What is required:
Where does the word "شارع" show up in the records? Copy every line that has it.

Stored items from a collection:

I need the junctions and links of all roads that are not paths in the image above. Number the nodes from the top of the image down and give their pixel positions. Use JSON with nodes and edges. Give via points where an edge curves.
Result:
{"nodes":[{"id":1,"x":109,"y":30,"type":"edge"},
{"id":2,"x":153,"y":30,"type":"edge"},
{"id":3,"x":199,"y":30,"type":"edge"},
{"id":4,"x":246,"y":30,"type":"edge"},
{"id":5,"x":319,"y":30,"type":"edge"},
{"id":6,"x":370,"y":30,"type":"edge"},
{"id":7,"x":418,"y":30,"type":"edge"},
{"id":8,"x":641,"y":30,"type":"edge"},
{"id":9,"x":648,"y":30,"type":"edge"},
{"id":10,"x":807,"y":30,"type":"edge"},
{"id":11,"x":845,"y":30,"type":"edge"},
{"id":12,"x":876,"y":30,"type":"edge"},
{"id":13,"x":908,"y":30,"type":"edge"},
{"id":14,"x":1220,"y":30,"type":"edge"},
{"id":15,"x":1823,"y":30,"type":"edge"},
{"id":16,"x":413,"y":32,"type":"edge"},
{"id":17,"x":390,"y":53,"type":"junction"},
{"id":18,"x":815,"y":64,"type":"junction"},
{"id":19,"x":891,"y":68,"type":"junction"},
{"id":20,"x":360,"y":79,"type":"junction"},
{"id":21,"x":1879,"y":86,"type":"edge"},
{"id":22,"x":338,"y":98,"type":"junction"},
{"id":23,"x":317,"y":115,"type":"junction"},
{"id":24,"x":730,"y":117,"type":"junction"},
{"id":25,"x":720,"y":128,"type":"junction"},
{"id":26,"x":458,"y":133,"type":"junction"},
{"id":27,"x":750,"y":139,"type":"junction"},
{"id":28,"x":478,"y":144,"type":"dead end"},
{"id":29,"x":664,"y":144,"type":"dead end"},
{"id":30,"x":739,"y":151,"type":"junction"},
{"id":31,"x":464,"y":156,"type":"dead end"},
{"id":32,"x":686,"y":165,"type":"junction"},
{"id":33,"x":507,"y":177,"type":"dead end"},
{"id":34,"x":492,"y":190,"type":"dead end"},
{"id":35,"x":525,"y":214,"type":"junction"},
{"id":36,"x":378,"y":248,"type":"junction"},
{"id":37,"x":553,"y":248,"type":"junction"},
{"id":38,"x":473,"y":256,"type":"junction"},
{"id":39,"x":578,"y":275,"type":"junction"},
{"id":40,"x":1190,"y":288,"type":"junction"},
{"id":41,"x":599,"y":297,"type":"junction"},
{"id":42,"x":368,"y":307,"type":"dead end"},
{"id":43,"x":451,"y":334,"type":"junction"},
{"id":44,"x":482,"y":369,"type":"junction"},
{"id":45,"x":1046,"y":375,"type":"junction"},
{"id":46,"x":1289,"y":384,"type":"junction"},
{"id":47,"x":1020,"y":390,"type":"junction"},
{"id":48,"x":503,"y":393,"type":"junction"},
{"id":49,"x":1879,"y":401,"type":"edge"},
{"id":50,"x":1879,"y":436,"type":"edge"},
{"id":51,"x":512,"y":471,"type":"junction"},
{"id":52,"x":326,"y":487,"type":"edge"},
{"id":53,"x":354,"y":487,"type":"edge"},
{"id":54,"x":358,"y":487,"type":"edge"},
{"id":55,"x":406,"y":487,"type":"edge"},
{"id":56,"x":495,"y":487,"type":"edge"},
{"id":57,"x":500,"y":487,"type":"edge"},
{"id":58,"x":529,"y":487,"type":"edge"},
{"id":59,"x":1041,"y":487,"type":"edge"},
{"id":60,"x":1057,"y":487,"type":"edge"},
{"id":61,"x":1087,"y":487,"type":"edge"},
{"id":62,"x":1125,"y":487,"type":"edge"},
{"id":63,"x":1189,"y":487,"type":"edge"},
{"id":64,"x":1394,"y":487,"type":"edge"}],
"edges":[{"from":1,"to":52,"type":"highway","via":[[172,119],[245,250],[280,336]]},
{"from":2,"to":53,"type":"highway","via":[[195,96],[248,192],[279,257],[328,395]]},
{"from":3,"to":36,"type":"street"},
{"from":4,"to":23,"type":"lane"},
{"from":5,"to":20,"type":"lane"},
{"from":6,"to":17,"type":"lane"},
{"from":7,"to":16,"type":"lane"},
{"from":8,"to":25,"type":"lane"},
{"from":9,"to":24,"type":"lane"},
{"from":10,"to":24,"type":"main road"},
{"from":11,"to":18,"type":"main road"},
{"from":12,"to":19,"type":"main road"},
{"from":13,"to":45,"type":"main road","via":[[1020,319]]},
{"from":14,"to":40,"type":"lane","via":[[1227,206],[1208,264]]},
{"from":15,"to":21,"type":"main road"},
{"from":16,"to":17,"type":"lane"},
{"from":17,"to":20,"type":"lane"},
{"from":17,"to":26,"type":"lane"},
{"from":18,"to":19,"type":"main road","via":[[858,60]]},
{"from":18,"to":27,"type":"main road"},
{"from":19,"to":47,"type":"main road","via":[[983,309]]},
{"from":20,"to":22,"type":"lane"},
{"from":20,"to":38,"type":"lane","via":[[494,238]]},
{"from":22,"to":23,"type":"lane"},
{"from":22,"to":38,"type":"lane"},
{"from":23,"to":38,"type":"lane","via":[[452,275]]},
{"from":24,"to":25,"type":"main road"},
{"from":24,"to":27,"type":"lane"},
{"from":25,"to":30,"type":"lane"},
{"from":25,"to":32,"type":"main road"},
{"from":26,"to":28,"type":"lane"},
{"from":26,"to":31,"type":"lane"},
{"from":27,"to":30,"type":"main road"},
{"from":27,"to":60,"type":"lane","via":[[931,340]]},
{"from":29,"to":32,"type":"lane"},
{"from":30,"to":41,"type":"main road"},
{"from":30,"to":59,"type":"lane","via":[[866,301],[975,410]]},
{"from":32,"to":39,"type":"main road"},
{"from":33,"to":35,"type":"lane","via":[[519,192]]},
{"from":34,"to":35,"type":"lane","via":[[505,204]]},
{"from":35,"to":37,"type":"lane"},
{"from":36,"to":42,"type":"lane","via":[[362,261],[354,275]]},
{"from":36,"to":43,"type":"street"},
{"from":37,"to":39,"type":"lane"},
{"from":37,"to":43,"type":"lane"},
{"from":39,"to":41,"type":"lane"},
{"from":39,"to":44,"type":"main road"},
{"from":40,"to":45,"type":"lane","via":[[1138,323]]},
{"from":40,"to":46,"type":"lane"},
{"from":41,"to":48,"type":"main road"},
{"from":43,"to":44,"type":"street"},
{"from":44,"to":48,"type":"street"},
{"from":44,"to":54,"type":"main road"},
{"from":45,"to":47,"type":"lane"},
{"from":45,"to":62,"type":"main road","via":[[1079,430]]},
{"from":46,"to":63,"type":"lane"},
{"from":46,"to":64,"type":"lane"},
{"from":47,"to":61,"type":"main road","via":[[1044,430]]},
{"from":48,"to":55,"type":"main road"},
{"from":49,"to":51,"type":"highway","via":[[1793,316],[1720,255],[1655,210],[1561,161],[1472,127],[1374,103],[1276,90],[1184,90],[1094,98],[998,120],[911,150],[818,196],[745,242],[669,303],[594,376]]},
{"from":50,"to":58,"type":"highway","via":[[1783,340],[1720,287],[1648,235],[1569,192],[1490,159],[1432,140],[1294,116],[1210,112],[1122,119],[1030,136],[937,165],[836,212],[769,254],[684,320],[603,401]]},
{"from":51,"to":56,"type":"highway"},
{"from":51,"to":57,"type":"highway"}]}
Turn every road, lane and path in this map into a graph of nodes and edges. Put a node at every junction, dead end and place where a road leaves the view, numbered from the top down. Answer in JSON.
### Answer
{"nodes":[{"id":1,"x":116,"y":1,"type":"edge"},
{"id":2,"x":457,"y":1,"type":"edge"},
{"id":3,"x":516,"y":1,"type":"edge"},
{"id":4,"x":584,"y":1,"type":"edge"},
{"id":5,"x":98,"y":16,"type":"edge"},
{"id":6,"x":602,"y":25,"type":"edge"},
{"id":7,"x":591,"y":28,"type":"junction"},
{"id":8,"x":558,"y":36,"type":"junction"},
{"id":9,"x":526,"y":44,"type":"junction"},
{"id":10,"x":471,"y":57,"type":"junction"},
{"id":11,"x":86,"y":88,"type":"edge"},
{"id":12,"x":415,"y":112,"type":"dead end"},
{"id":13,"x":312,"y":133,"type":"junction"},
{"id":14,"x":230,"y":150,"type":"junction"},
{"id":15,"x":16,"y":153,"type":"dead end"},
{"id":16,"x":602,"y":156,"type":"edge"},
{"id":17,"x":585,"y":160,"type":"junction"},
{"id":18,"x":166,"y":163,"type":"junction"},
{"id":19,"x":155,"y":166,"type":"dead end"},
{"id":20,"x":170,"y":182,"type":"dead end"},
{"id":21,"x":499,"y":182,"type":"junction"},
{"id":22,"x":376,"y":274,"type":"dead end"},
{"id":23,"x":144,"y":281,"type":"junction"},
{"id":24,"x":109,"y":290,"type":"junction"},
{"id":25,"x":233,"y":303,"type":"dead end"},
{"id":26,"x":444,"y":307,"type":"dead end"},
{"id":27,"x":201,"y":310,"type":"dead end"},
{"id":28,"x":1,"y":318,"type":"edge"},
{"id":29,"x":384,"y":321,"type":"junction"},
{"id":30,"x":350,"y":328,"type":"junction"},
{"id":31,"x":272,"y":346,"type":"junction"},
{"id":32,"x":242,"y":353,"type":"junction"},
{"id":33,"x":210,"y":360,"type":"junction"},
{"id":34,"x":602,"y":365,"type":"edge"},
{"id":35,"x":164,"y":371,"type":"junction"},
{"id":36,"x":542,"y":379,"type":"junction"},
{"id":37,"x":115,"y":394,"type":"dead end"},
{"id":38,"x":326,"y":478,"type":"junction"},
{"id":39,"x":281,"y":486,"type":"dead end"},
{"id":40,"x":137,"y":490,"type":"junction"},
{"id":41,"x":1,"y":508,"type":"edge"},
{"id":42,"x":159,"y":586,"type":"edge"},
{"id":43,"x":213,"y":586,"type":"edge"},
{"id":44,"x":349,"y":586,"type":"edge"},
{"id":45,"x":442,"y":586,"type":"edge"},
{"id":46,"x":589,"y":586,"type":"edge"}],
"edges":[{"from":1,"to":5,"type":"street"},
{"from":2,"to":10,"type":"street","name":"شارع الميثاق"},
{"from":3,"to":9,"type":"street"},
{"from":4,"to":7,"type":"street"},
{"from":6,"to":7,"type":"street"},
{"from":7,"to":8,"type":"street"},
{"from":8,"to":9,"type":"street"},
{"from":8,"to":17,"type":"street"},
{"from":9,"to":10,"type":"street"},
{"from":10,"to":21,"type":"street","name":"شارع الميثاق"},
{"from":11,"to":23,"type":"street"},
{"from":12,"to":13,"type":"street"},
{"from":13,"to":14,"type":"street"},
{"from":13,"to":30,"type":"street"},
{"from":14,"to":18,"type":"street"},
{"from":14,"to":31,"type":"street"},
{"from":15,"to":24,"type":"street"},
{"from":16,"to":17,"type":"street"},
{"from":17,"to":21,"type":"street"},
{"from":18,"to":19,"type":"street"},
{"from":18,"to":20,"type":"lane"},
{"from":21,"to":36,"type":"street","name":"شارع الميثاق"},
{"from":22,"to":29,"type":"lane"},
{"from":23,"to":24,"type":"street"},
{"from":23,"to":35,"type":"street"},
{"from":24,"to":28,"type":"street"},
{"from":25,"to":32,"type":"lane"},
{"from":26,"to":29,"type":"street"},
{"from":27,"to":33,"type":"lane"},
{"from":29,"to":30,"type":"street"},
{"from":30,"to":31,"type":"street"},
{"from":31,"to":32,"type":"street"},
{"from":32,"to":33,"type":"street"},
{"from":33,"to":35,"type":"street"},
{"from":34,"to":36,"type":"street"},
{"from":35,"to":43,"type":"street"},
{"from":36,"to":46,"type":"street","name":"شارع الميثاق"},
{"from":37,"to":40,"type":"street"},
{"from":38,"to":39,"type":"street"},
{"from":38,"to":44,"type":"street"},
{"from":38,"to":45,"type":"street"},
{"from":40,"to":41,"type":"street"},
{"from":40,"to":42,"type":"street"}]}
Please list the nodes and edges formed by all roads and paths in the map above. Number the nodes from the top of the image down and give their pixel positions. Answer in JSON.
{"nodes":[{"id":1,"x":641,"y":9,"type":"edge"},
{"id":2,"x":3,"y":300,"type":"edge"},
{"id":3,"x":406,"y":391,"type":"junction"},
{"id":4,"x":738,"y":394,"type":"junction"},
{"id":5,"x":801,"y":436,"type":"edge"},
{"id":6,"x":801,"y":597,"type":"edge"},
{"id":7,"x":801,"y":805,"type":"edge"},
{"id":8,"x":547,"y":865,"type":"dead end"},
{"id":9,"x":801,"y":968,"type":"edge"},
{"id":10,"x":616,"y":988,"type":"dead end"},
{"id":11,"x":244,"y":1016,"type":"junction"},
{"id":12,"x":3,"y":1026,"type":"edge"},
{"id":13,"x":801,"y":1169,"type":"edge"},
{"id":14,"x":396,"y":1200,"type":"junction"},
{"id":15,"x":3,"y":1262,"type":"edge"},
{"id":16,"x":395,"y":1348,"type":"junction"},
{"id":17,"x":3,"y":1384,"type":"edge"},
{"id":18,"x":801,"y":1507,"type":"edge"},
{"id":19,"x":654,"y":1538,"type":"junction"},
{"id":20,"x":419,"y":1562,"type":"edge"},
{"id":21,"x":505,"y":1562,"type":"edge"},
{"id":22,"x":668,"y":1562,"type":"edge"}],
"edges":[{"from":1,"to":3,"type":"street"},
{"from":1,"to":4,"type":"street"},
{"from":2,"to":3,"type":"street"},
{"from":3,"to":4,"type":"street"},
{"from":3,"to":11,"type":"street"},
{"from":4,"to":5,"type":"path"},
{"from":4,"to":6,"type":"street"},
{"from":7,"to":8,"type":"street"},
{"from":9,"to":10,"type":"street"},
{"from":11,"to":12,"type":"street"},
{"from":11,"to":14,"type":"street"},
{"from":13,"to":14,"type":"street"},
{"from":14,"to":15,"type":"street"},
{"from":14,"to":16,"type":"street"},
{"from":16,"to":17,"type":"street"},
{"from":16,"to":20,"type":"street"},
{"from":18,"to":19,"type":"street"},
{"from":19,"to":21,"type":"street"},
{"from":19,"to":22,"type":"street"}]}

Your response:
{"from":2,"to":10,"type":"street","name":"شارع الميثاق"},
{"from":10,"to":21,"type":"street","name":"شارع الميثاق"},
{"from":21,"to":36,"type":"street","name":"شارع الميثاق"},
{"from":36,"to":46,"type":"street","name":"شارع الميثاق"},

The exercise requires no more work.